5)         A physician for the program shall be designated to assume primary responsibility for initiating, supervising and reviewing the plan for management of distressed infants.  Policies and procedures shall assign responsibility for identification and resuscitation of distressed neonates to individuals who have completed a nationally recognized neonatal resuscitation program and are both specifically trained and immediately available in the hospital at all times, such as another physician, a nurse with training and experience in neonatal resuscitation, or a respiratory care practitioner.

           

e)         Application for Designation, Redesignation or Change in Network

 

1)         To be designated or to retain designation, a hospital shall submit the required application documents to the Department.
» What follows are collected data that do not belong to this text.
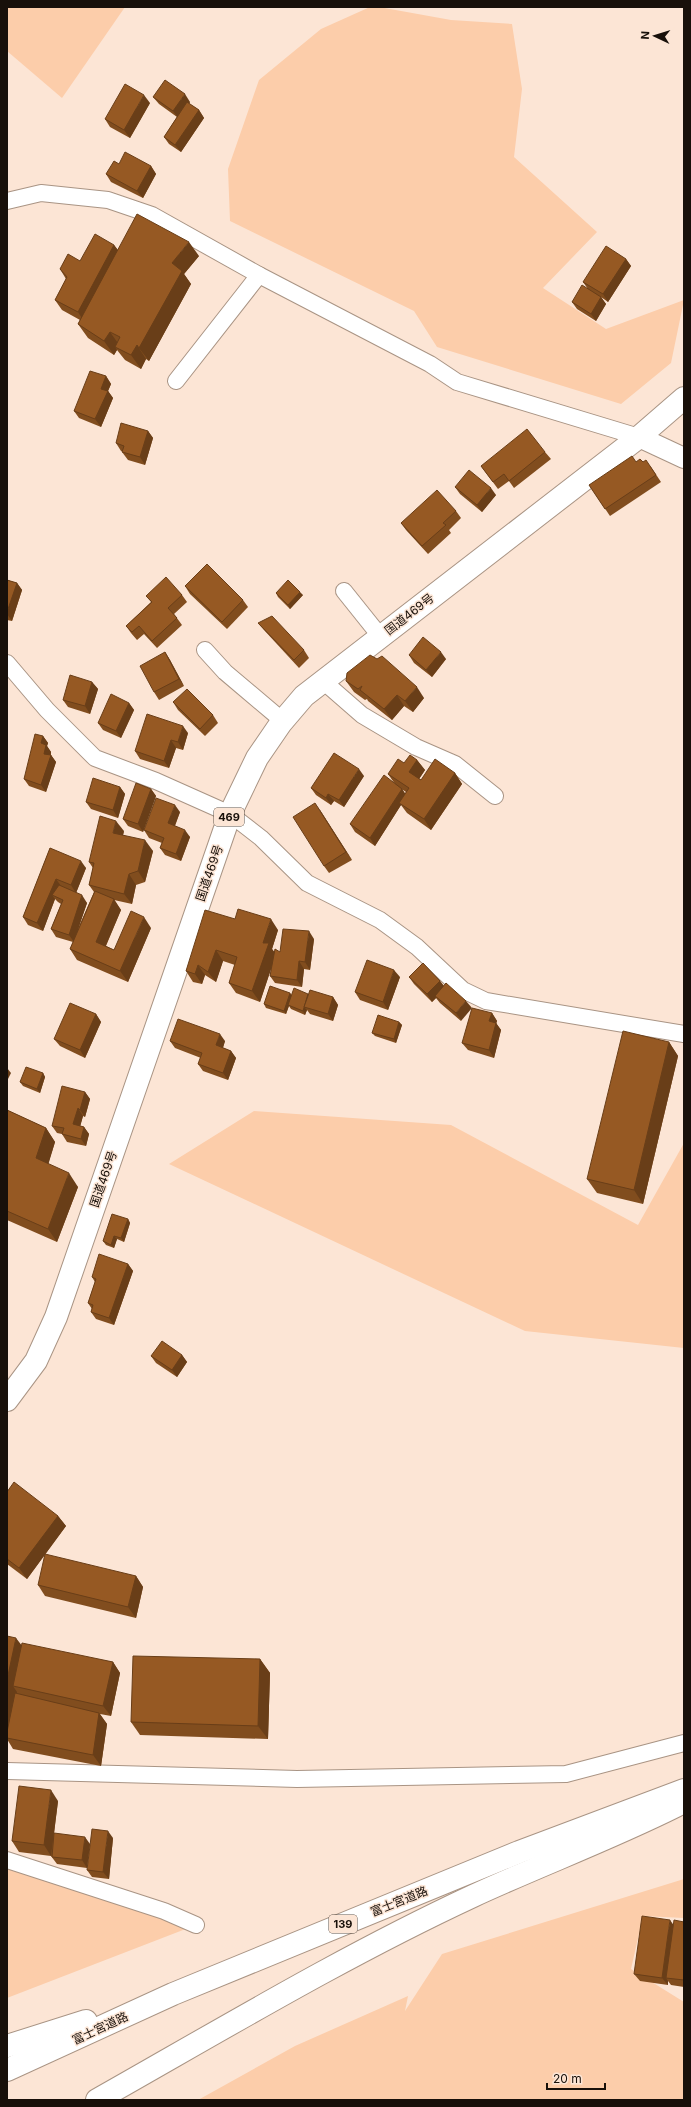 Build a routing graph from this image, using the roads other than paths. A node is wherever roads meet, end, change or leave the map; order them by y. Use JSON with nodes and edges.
{"nodes":[{"id":1,"x":7,"y":201,"type":"edge"},
{"id":2,"x":259,"y":275,"type":"junction"},
{"id":3,"x":176,"y":381,"type":"dead end"},
{"id":4,"x":684,"y":398,"type":"edge"},
{"id":5,"x":639,"y":437,"type":"junction"},
{"id":6,"x":684,"y":458,"type":"edge"},
{"id":7,"x":344,"y":591,"type":"dead end"},
{"id":8,"x":380,"y":636,"type":"junction"},
{"id":9,"x":205,"y":650,"type":"dead end"},
{"id":10,"x":7,"y":663,"type":"edge"},
{"id":11,"x":323,"y":681,"type":"junction"},
{"id":12,"x":283,"y":720,"type":"junction"},
{"id":13,"x":495,"y":796,"type":"dead end"},
{"id":14,"x":230,"y":814,"type":"junction"},
{"id":15,"x":684,"y":1034,"type":"edge"},
{"id":16,"x":7,"y":1400,"type":"edge"},
{"id":17,"x":684,"y":1742,"type":"edge"},
{"id":18,"x":7,"y":1771,"type":"edge"},
{"id":19,"x":684,"y":1790,"type":"edge"},
{"id":20,"x":684,"y":1802,"type":"edge"},
{"id":21,"x":7,"y":1860,"type":"edge"},
{"id":22,"x":196,"y":1924,"type":"dead end"},
{"id":23,"x":173,"y":1994,"type":"junction"},
{"id":24,"x":7,"y":2046,"type":"edge"},
{"id":25,"x":7,"y":2070,"type":"edge"},
{"id":26,"x":97,"y":2100,"type":"edge"}],
"edges":[{"from":1,"to":2,"type":"street"},
{"from":2,"to":3,"type":"street"},
{"from":2,"to":5,"type":"street"},
{"from":4,"to":5,"type":"highway","name":"国道469号","number":"469"},
{"from":5,"to":6,"type":"street"},
{"from":5,"to":8,"type":"highway","name":"国道469号","number":"469"},
{"from":7,"to":8,"type":"street"},
{"from":8,"to":11,"type":"highway","name":"国道469号","number":"469"},
{"from":9,"to":12,"type":"street"},
{"from":10,"to":14,"type":"street"},
{"from":11,"to":12,"type":"highway","name":"国道469号","number":"469"},
{"from":11,"to":13,"type":"street"},
{"from":12,"to":14,"type":"highway","name":"国道469号","number":"469"},
{"from":14,"to":15,"type":"street"},
{"from":14,"to":16,"type":"highway","name":"国道469号","number":"469"},
{"from":17,"to":18,"type":"street"},
{"from":19,"to":23,"type":"highway","name":"富士宮道路","number":"139"},
{"from":20,"to":26,"type":"highway"},
{"from":21,"to":22,"type":"street"},
{"from":23,"to":24,"type":"highway"},
{"from":23,"to":25,"type":"highway","name":"富士宮道路","number":"139"}]}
For information needed to complete any of the processes, see Section 640.50 (Designation and Redesignation of Non-Birthing Center, Level I, Level II, Level II with Extended Neonatal Capabilities, Level III Perinatal Hospitals, and Administrative Perinatal Centers) and Section 640.60 (Application for Hospital Designation and Redesignation as Non-Birthing Center, Level I, Level II, Level II with Extended Neonatal Capabilities, Level III Perinatal Hospital, and Administrative Perinatal Center, and Assurances Required of Applicants).

 

2)         The following information shall be submitted to the Department to facilitate the review of the hospital's application for designation or redesignation:

 

A)        Appendix A (fully completed);

 

B)        Resource Checklist (fully completed);

 

C)        A proposed letter of agreement between the hospital and the APC (unsigned);

 

D)        The curriculum vitae for all directors of patient care, i.e., obstetrics, neonatal,  ancillary medical and nursing.

 

3)         When the information described in subsection (e)(2) is submitted, the Department will review the material for compliance with this Part. This documentation will be the basis for a recommendation for approval or disapproval of the applicant hospital's application for designation.

 

4)         The medical co-directors of the APC (or their designees), the medical directors of obstetrics and maternal and newborn care, and a representative of hospital administration from the applicant hospital shall be present during the PAC's review of the application for designation.

 

5)         The Department will make the final decision and inform the hospital of the official determination regarding designation. The Department's decision will be based upon the recommendation of the PAC and the hospital's compliance with this Part, and may be appealed in accordance with Section 640.45. The Department will consider the following criteria to determine if a hospital is in compliance with this Part:

 

A)        Maternity and Neonatal Service Plan (Subpart O of the Hospital Licensing Requirements);

 

B)        Proposed letter of agreement between the applicant hospital and its APC in accordance with Section 640.70;

 

C)        Appropriate outcome information contained in Appendix A and the Resource Checklist (Appendices L, M, N and O);

 

D)        Other documentation that substantiates a hospital's compliance with particular provisions or standards of perinatal care; and

 

E)        Recommendation of Department program staff.